--- DATASET RECORDS ---
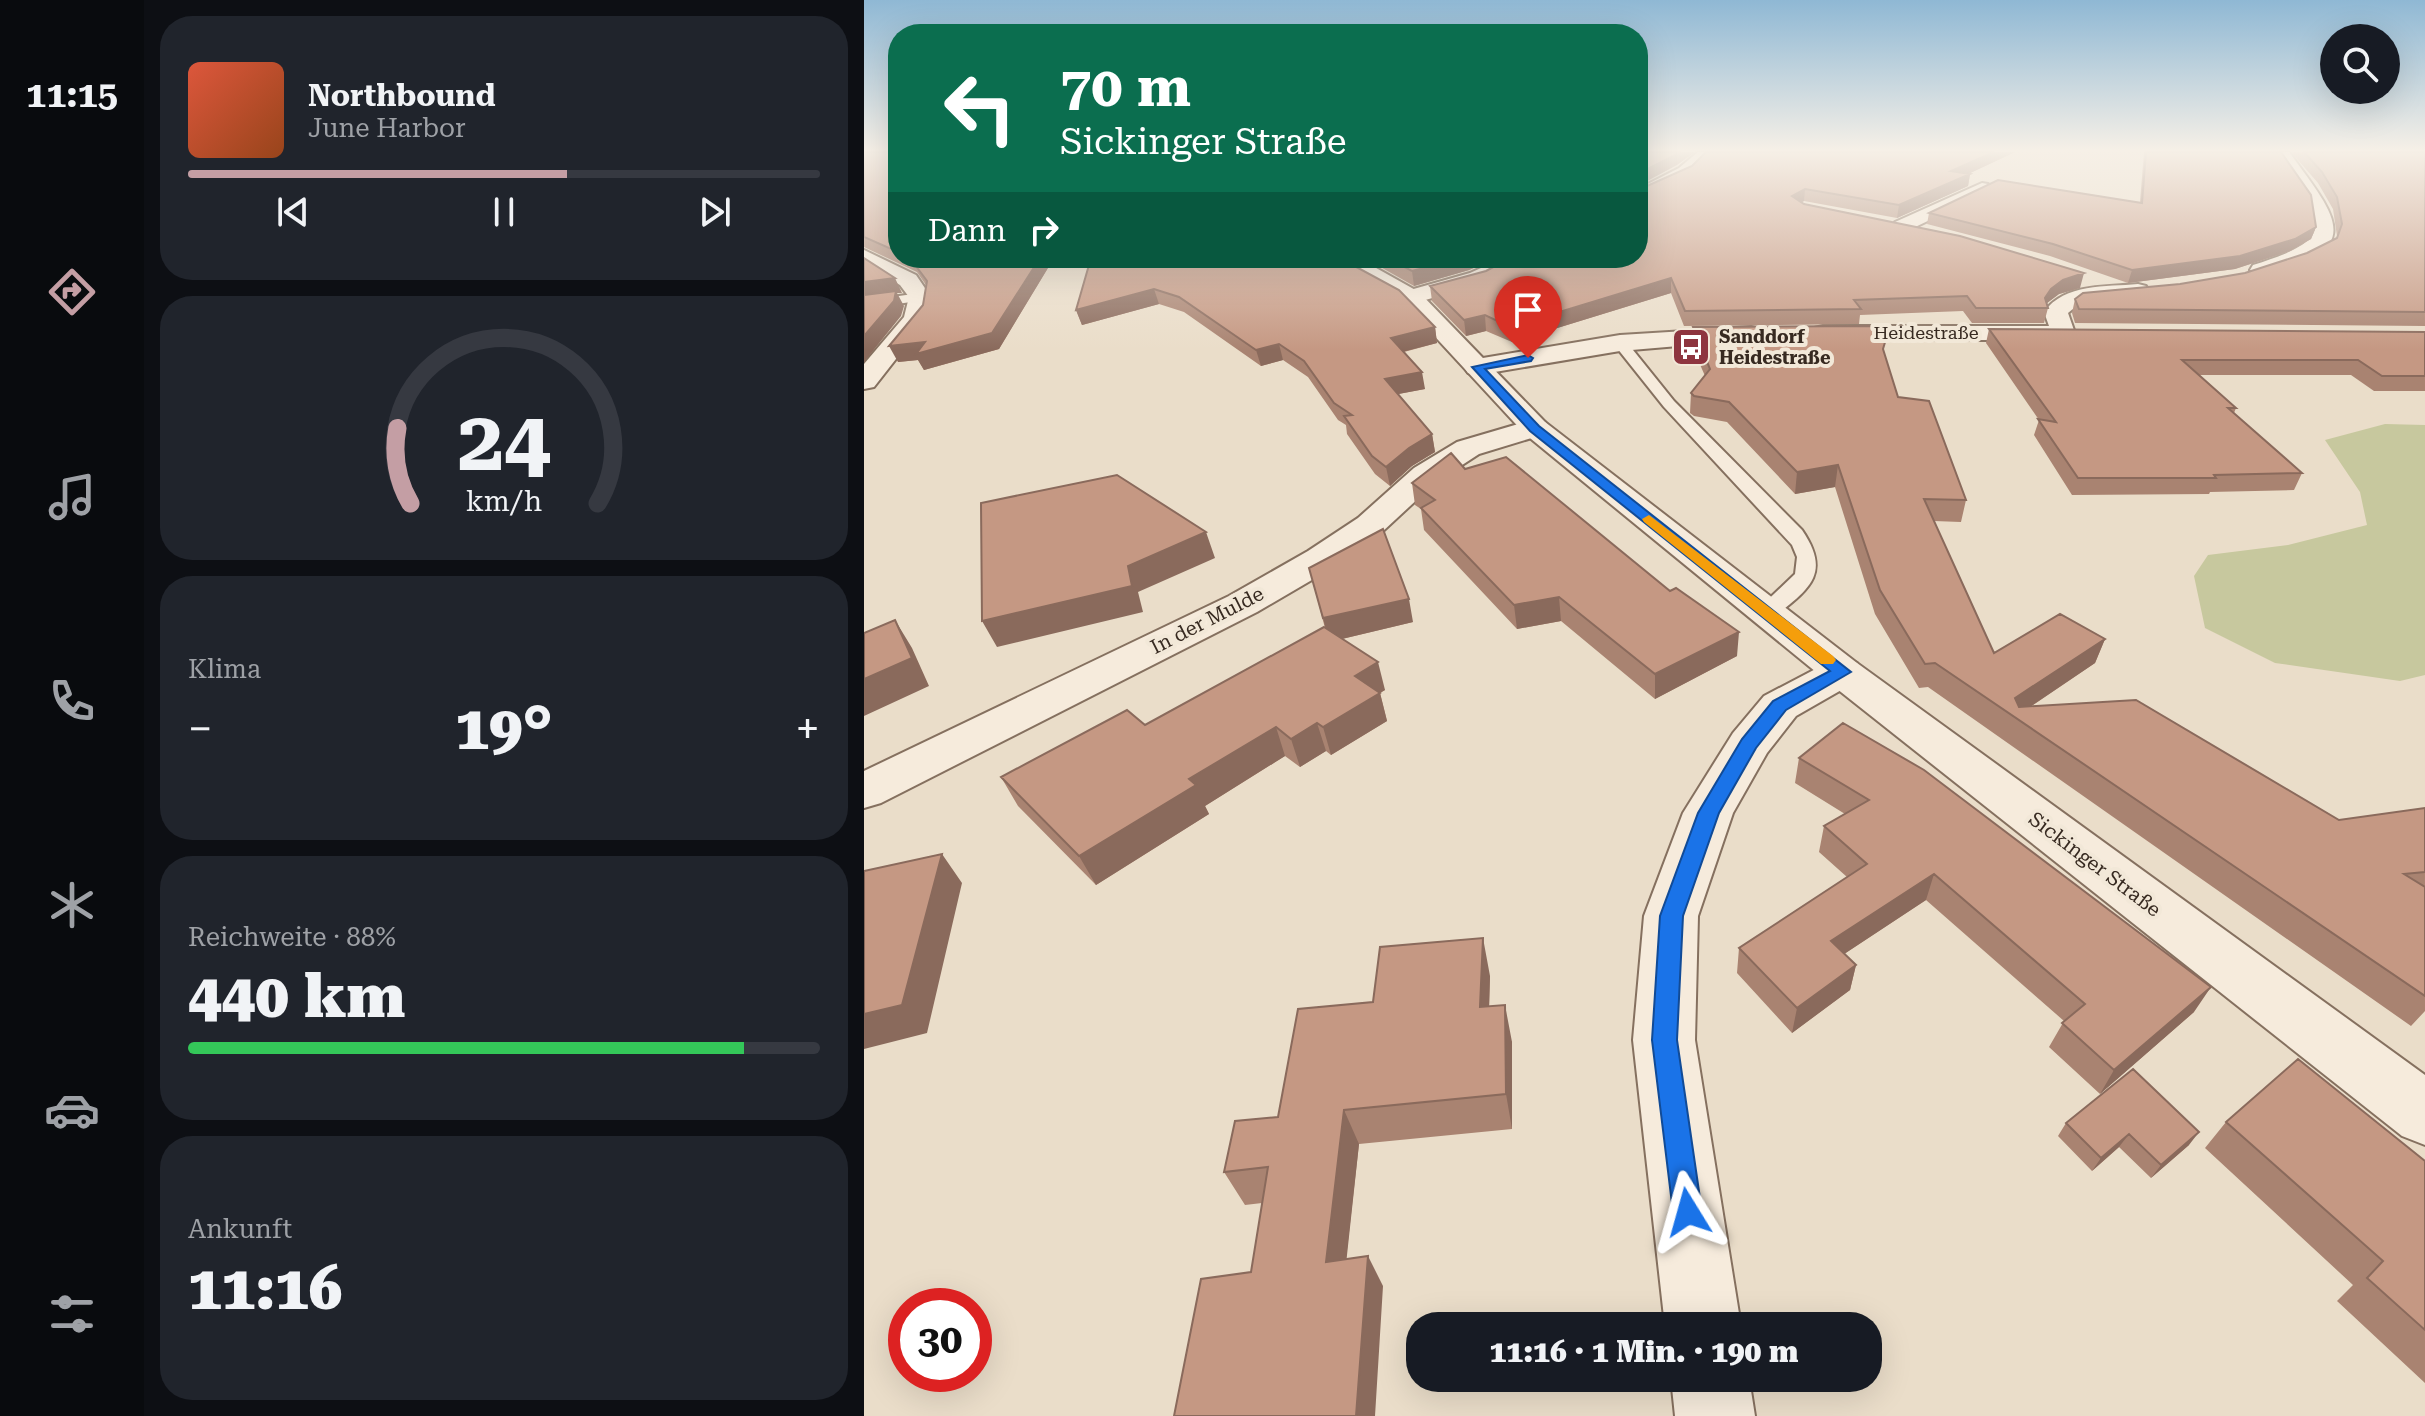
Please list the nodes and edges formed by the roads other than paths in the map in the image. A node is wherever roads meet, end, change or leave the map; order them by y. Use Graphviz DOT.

==

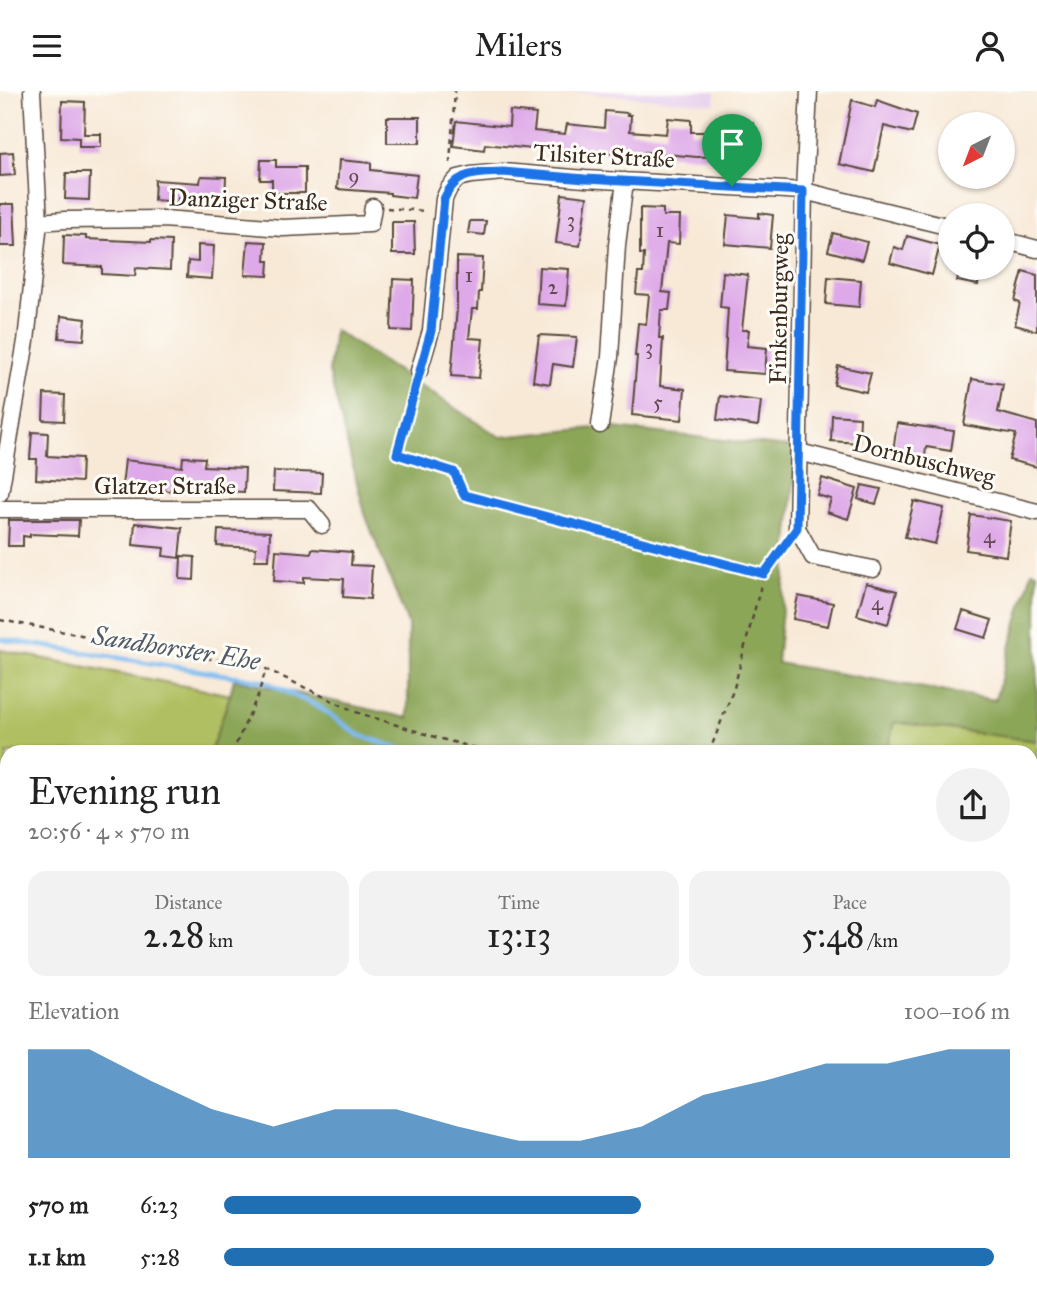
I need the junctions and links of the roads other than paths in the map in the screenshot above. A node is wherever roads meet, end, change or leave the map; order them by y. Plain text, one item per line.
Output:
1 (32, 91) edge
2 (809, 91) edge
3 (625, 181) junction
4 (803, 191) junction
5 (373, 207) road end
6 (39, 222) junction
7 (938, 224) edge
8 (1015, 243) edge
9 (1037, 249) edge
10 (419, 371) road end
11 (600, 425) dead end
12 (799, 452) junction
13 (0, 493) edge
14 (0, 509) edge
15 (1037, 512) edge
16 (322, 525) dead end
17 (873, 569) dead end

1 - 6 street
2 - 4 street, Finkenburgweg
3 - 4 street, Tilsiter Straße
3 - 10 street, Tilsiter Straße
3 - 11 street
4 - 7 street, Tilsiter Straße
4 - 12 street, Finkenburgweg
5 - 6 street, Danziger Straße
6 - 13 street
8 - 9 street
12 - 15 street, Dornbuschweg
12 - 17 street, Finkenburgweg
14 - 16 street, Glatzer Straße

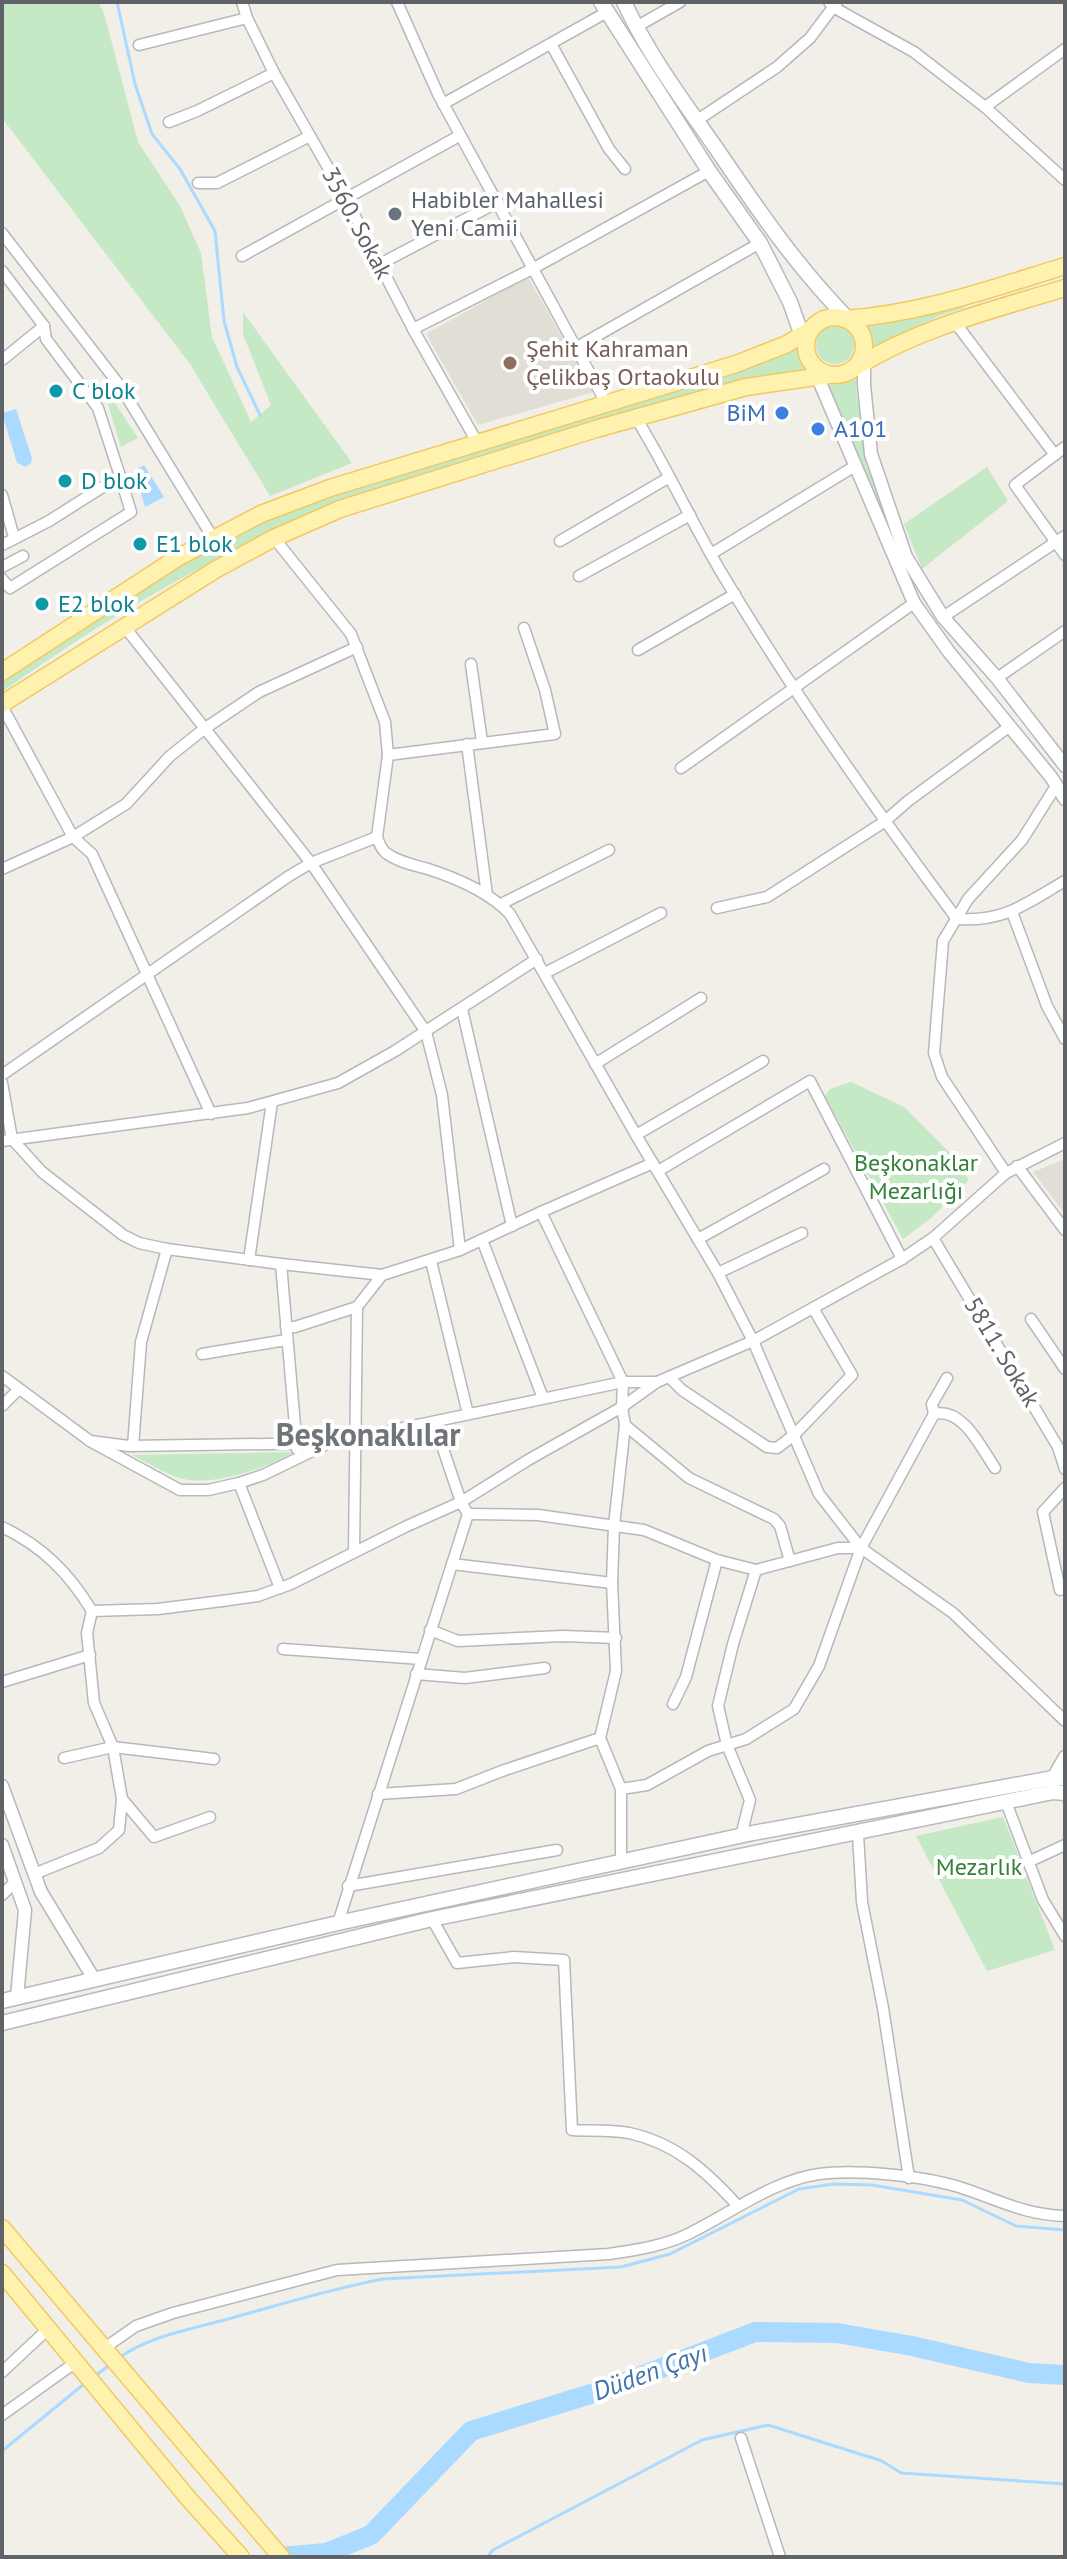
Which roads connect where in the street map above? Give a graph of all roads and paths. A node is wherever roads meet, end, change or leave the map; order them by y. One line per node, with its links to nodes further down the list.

--- TASK REQUIREMENTS ---
Copy every line in the data above that has the string "paths" in it.

--- WRITTEN RESPONSE ---
Please list the nodes and edges formed by the roads other than paths in the map in the image. A node is wherever roads meet, end, change or leave the map; order them by y. Use Graphviz DOT.
I need the junctions and links of the roads other than paths in the map in the screenshot above. A node is wherever roads meet, end, change or leave the map; order them by y. Plain text, one item per line.
Which roads connect where in the street map above? Give a graph of all roads and paths. A node is wherever roads meet, end, change or leave the map; order them by y. One line per node, with its links to nodes further down the list.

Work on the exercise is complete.